Because we know exactly what we are looking for, we can quickly calculate the support for the given frequent itemset (the antecedent) from the FP-Tree. The algorithm is entirely analogous to the frequent itemset generation step, but this time we don’t have to generate *all* potential frequent itemsets: we can simply traverse the FP-Tree to get exactly the data we need. For full details, see `FPGrowth::calculateSuportCountExactly()`

.

If the resulting confidence from this calculation did not meet minimum support, the candidate association rule is discarded. In the other case, it is accepted.

### Conclusion

My master thesis’ `Analytics`

module is able to mine the association rules of a 51,927-line long sample log file per chunk of 4,000 lines at **over 1,500 lines per second or over 16,500 transactions per second** (and that *includes* the parsing and processing of `EpisodesParser`

!) on my 2.66 GHz Core 2 Duo machine! :)

## Comments

## Tries are cool!

A trie is such a useful data structure for this kind of problem!

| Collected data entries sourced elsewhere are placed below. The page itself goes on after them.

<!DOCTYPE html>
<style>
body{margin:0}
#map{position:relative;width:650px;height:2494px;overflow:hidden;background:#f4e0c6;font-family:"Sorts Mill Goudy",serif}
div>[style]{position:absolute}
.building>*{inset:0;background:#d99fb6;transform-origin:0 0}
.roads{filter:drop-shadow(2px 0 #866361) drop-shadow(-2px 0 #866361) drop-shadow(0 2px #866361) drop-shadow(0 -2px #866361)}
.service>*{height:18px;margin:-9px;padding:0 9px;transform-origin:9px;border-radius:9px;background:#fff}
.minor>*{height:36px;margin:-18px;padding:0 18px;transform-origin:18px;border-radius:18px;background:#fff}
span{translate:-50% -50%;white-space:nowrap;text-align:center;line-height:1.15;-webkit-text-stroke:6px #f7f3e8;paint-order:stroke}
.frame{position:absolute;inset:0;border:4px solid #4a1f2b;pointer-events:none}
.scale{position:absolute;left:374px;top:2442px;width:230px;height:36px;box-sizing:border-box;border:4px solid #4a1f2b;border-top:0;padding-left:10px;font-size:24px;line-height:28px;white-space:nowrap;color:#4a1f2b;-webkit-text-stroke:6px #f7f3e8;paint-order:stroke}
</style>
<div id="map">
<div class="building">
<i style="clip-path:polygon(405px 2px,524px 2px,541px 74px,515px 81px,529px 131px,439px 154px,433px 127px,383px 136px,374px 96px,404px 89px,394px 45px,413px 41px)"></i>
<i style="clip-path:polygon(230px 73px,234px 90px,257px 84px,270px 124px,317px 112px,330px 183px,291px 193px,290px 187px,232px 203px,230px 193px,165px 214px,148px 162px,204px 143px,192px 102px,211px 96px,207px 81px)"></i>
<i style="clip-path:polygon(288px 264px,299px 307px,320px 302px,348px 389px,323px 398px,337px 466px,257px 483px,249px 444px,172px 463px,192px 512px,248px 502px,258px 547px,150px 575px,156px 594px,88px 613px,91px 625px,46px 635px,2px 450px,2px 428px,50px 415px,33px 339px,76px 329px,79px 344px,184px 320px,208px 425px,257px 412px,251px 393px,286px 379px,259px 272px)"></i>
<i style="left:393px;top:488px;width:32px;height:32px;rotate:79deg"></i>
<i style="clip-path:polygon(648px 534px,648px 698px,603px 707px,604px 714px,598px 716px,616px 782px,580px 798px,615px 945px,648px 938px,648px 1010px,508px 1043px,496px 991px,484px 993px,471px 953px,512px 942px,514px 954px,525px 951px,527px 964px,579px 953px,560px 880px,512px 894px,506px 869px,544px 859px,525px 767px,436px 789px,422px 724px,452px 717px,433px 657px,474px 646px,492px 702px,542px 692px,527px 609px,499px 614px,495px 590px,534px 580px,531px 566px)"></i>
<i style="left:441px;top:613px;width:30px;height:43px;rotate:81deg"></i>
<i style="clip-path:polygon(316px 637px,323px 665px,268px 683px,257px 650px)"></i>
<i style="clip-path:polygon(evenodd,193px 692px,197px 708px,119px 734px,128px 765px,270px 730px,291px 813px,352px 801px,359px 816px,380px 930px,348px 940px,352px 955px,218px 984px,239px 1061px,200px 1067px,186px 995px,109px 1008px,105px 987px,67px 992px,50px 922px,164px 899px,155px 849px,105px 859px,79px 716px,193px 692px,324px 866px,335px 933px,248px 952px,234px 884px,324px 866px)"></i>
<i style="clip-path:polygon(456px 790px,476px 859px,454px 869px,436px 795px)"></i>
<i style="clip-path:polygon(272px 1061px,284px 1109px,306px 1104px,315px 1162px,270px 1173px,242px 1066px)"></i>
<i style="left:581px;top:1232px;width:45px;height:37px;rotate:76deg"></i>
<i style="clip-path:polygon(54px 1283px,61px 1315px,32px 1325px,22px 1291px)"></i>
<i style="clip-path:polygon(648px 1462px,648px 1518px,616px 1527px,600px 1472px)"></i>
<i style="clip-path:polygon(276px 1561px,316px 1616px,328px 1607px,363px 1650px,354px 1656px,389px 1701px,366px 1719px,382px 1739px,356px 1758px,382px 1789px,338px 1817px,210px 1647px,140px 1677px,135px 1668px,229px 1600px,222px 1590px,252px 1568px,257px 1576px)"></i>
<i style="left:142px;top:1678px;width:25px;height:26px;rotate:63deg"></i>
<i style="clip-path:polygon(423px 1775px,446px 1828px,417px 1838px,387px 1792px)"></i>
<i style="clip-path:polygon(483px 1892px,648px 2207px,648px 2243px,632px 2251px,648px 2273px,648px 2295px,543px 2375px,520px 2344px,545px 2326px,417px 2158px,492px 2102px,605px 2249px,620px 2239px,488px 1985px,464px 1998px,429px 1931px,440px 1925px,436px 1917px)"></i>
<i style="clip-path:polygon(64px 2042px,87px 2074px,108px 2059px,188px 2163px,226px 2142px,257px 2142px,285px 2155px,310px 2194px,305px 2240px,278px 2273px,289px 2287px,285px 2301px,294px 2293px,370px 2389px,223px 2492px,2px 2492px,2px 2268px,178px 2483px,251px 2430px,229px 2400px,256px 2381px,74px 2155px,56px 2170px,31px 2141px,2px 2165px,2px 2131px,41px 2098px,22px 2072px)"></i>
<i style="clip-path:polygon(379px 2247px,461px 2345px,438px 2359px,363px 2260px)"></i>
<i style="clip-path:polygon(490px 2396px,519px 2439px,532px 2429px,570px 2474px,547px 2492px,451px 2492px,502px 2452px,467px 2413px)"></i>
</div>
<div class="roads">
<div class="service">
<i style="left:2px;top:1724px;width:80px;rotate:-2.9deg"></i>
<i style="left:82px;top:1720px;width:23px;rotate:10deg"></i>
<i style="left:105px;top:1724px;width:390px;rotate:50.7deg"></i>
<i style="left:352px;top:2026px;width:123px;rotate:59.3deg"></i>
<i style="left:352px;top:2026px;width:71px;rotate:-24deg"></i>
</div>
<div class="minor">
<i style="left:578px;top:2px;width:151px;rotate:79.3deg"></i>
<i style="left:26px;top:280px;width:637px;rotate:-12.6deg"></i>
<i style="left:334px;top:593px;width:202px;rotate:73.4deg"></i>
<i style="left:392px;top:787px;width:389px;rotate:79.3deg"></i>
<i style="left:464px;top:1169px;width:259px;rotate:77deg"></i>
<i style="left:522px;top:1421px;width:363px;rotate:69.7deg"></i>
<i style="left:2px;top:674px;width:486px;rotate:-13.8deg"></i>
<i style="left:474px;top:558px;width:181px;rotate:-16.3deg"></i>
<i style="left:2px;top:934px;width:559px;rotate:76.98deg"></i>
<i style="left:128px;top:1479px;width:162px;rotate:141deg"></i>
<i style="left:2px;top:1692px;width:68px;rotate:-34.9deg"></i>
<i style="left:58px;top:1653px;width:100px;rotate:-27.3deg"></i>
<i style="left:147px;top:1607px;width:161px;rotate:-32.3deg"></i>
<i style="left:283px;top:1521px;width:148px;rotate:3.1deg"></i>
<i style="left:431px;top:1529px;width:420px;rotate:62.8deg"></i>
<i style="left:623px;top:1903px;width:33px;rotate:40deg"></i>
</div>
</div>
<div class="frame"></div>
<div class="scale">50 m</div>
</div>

I also used it for my second year project (TRPR) once, where we used it to find patterns in DNA strings…

## Tries are very cool indeed :)

DNA strings and tries in your second year? That sure sounds like you were working hard already in your second year… What did you build exactly for TRPR?

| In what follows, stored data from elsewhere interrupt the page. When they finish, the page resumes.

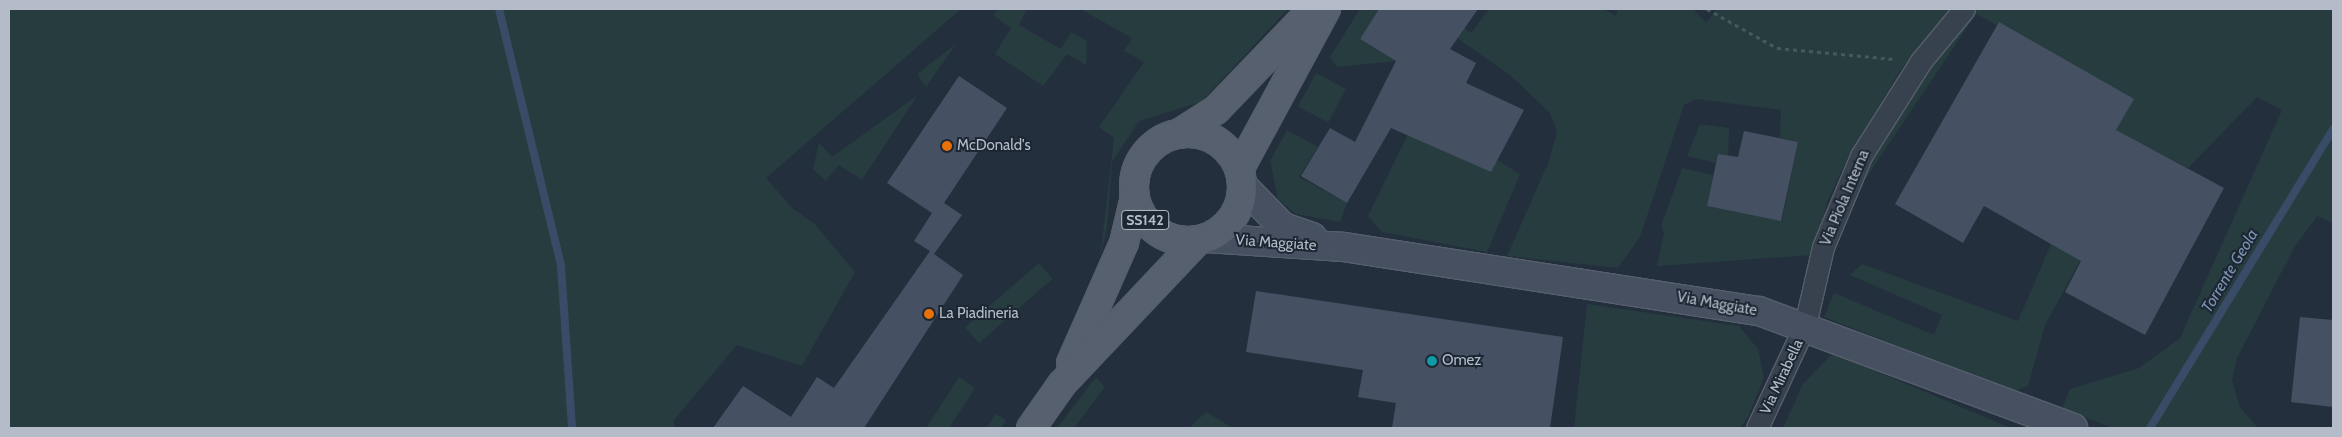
<!DOCTYPE html>
<html>
<head>
<meta charset="utf-8">
<style>
  body { margin:0 }
  #map { position:relative; width:2342px; height:437px; overflow:hidden; background:#242f3e; font-family:Cabin,sans-serif }
  div>[style] { position:absolute }
  .green>* { inset:0; background:#263c3f; transform-origin:0 0 }
  .stream>* { height:8px; margin:-4px; padding:0 4px; transform-origin:4px; border-radius:4px; background:#394c67 }
  .building>* { inset:0; background:#455162 }
  .path>* { height:3px; margin-top:-1.5px; transform-origin:0; background:repeating-linear-gradient(90deg,#44595c 0 4px,transparent 0 8px) }
  .roads { filter:drop-shadow(1px 0 #565f6c) drop-shadow(-1px 0 #565f6c) drop-shadow(0 1px #565f6c) drop-shadow(0 -1px #565f6c) }
  .street>* { height:21px; margin:-10.5px; padding:0 10.5px; transform-origin:10.5px; border-radius:10.5px; background:#38414e }
  .secondary>* { height:28px; margin:-14px; padding:0 14px; transform-origin:14px; border-radius:14px; background:#465061 }
  .primary>* { height:28px; margin:-14px; padding:0 14px; transform-origin:14px; border-radius:14px; background:#56606e }
  .primary>.ring { margin:-14px; padding:0; box-sizing:content-box; background:none; border:28px solid #56606e; border-radius:50% }
  .dots>* { width:14px; height:14px; translate:-50% -50%; box-sizing:border-box; border:2px solid #1d2633; border-radius:50% }
  span { translate:-50% -50%; white-space:nowrap; text-align:center; line-height:1.15; -webkit-text-stroke:4px #1d2633; paint-order:stroke }
  .shield-label span { padding:1px 4px; background:#1d2633; border:1px solid; border-radius:4px; -webkit-text-stroke-width:0 }
  .shield-label { font-size:14px; color:#b4bcc9; font-weight:700 }
  .poi-label { font-size:15px; color:#b4bcc9 }
  .left { translate:0 -50%; text-align:left }
  .street-label { font-size:15px; color:#b4bcc9 }
  .water-label { font-size:16px; color:#7c92b1; font-style:italic }
  .frame { position:absolute; inset:0; border:10px solid #b4bcc9; pointer-events:none }
</style>
</head>
<body>
<div id="map">
  <div class="green">
    <div style="clip-path:polygon(9px 9px,961px 9px,766px 178px,792px 208px,814px 223px,855px 272px,802px 366px,737px 345px,673px 421px,676px 428px,9px 428px)"></div>
    <div style="clip-path:polygon(999px 9px,1027px 9px,1019px 25px,1061px 49px,1071px 32px,1087px 41px,1086px 65px,1067px 54px,1043px 86px,995px 54px,1011px 28px,993px 15px)"></div>
    <div style="clip-path:polygon(1080px 9px,1288px 9px,1201px 102px,1139px 121px,1112px 162px,1107px 227px,1100px 259px,1114px 138px,1099px 127px,1144px 62px,1124px 51px,1132px 38px)"></div>
    <div style="clip-path:polygon(1360px 9px,1379px 9px,1360px 39px,1396px 61px,1337px 67px,1330px 57px)"></div>
    <div style="clip-path:polygon(1394px 9px,1413px 9px,1435px 23px,1429px 12px,1437px 9px,1471px 33px,1489px 9px,1603px 9px,1616px 16px,1618px 9px,1693px 9px,1706px 23px,1717px 9px,1951px 9px,1900px 71px,1847px 159px,1828px 200px,1812px 255px,1657px 266px,1664px 233px,1661px 226px,1682px 168px,1713px 175px,1707px 206px,1782px 221px,1798px 142px,1780px 138px,1781px 110px,1697px 99px,1684px 105px,1640px 237px,1618px 268px,1507px 256px,1549px 161px,1557px 132px,1550px 113px,1510px 75px,1437px 24px,1429px 31px)"></div>
    <div style="clip-path:polygon(1975px 9px,2333px 9px,2333px 223px,2317px 216px,2294px 248px,2237px 358px,2232px 380px,2240px 407px,2258px 428px,2113px 428px,2062px 408px,2070px 389px,2139px 368px,2180px 338px,2282px 110px,2257px 97px,2188px 168px,2143px 145px,2045px 325px,2028px 386px,2014px 392px,1824px 317px,1834px 293px,1934px 335px,1942px 315px,1850px 275px,1862px 264px,2018px 321px,2051px 244px,2133px 99px,1976px 14px,1856px 193px,1866px 162px,1928px 62px)"></div>
    <div style="clip-path:polygon(956px 44px,926px 87px,917px 74px)"></div>
    <div style="left:1316px;top:73px;width:34px;height:38px;rotate:28deg"></div>
    <div style="clip-path:polygon(1431px 87px,1441px 149px,1491px 172px,1497px 160px,1520px 174px,1487px 252px,1382px 232px,1368px 216px)"></div>
    <div style="clip-path:polygon(917px 96px,862px 180px,839px 165px,826px 181px,813px 169px,819px 143px,832px 157px)"></div>
    <div style="clip-path:polygon(1700px 124px,1729px 128px,1728px 156px,1718px 154px,1716px 163px,1687px 156px)"></div>
    <div style="clip-path:polygon(1287px 130px,1318px 147px,1299px 177px,1347px 203px,1340px 222px,1296px 214px,1278px 199px,1270px 161px)"></div>
    <div style="left:1039px;top:263px;width:21px;height:98px;rotate:49deg"></div>
    <div style="clip-path:polygon(1587px 304px,1739px 326px,1758px 349px,1764px 378px,1748px 417px,1740px 428px,1574px 428px)"></div>
    <div style="clip-path:polygon(1833px 353px,2011px 428px,1783px 428px,1803px 384px)"></div>
    <div style="clip-path:polygon(959px 377px,975px 388px,949px 428px,926px 428px)"></div>
    <div style="clip-path:polygon(1096px 377px,1105px 387px,1074px 428px,1057px 428px)"></div>
    <div style="clip-path:polygon(1206px 412px,1233px 428px,1190px 427px)"></div>
    <div style="clip-path:polygon(996px 414px,1006px 420px,1001px 428px,986px 428px)"></div>
  </div>
  <div class="stream">
    <div style="left:499px;top:9px;width:264px;rotate:76.4deg"></div>
    <div style="left:561px;top:266px;width:162px;rotate:86.1deg"></div>
    <div style="left:2150px;top:428px;width:351px;rotate:-58.5deg"></div>
  </div>
  <div class="building">
    <div style="clip-path:polygon(1379px 9px,1478px 9px,1450px 49px,1476px 63px,1466px 83px,1524px 110px,1491px 172px,1391px 128px,1347px 203px,1301px 176px,1330px 128px,1355px 142px,1396px 61px,1360px 39px)"></div>
    <div style="clip-path:polygon(1999px 22px,2134px 99px,2116px 130px,2224px 188px,2145px 335px,2065px 292px,2081px 261px,1984px 206px,1963px 243px,1895px 204px)"></div>
    <div style="clip-path:polygon(959px 76px,1007px 108px,944px 203px,962px 215px,934px 254px,963px 275px,864px 428px,713px 428px,743px 386px,791px 417px,817px 377px,834px 388px,930px 251px,914px 241px,932px 213px,887px 183px)"></div>
    <div style="clip-path:polygon(1744px 131px,1798px 142px,1781px 221px,1707px 206px,1718px 154px,1738px 157px)"></div>
    <div style="clip-path:polygon(1256px 291px,1563px 337px,1550px 428px,1392px 428px,1396px 403px,1358px 397px,1363px 370px,1246px 352px)"></div>
    <div style="clip-path:polygon(2300px 317px,2333px 320px,2333px 407px,2291px 402px)"></div>
  </div>
  <div class="path">
    <div style="left:1707px;top:9px;width:80px;rotate:29.1deg"></div>
    <div style="left:1777px;top:48px;width:117px;rotate:5.4deg"></div>
  </div>
  <div class="roads">
    <div class="street">
      <div style="left:1757px;top:428px;width:114px;rotate:-65deg"></div>
      <div style="left:1805px;top:325px;width:80px;rotate:-77deg"></div>
      <div style="left:1823px;top:247px;width:99px;rotate:-67.3deg"></div>
      <div style="left:1861px;top:156px;width:112px;rotate:-57.7deg"></div>
      <div style="left:1921px;top:61px;width:67px;rotate:-50.4deg"></div>
    </div>
    <div class="secondary">
      <div style="left:1243px;top:186px;width:57px;rotate:45.7deg"></div>
      <div style="left:1283px;top:227px;width:31px;rotate:19deg"></div>
      <div style="left:1207px;top:238px;width:137px;rotate:3.8deg"></div>
      <div style="left:1344px;top:247px;width:420px;rotate:8.8deg"></div>
      <div style="left:1759px;top:311px;width:335px;rotate:20.4deg"></div>
    </div>
    <div class="primary">
      <div class="ring" style="left:1134px;top:133px;width:80px;height:80px"></div>
      <div style="left:1178px;top:134px;width:45px;rotate:-32.3deg"></div>
      <div style="left:1216px;top:110px;width:140px;rotate:-46.2deg"></div>
      <div style="left:1240px;top:168px;width:181px;rotate:-61.6deg"></div>
      <div style="left:1071px;top:363px;width:131px;rotate:-66.2deg"></div>
      <div style="left:1124px;top:243px;width:47px;rotate:-76.6deg"></div>
      <div style="left:1031px;top:428px;width:54px;rotate:-54.8deg"></div>
      <div style="left:1062px;top:384px;width:198px;rotate:-46.6deg"></div>
    </div>
  </div>
  <div class="dots">
    <div style="left:947px;top:146px;background:#e8710a"></div>
    <div style="left:929px;top:314px;background:#e8710a"></div>
    <div style="left:1432px;top:361px;background:#0f9aa8"></div>
  </div>
  <div class="shield-label">
    <span style="left:1145px;top:220px">SS142</span>
  </div>
  <div class="poi-label">
    <span class="left" style="left:957px;top:146px">McDonald's</span>
    <span class="left" style="left:939px;top:314px">La Piadineria</span>
    <span class="left" style="left:1442px;top:361px">Omez</span>
  </div>
  <div class="street-label">
    <span style="left:1845px;top:198px;rotate:-67deg">Via Piola Interna</span>
    <span style="left:1276px;top:243px;rotate:4deg">Via Maggiate</span>
    <span style="left:1717px;top:304px;rotate:10deg">Via Maggiate</span>
    <span style="left:1782px;top:377px;rotate:-65deg">Via Mirabella</span>
  </div>
  <div class="water-label">
    <span style="left:2230px;top:271px;rotate:-59deg">Torrente Geola</span>
  </div>
  <div class="frame"></div>
</div>
</body>
</html>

## It was mainly a lot of fun :)

Just ask your thesis advisor :)

We did this project under supervision of Prof. Vandenbussche to help people @ BIOMED identify certain chains in DNA sequences they extracted from the T-cell receptor (if I recall correctly). Basically, they had these long DNA strings, in which they needed to identify four main components (C, J, D and V chains, if I’m not mistaken). However, these chains could be suffixes or prefixes of the original string, and sometimes also contained some garbage (e.g. “AAAGGGCCC” could become “..AG?GCC”). Our program tried to identify the chains anyway, which made this job a lot easier for them, even if we got it wrong sometimes.

What I really liked about this project, was the fact that we got the opportunity to translate a real problem into working code that solved that problem (or at least made it a lot easier to tackle).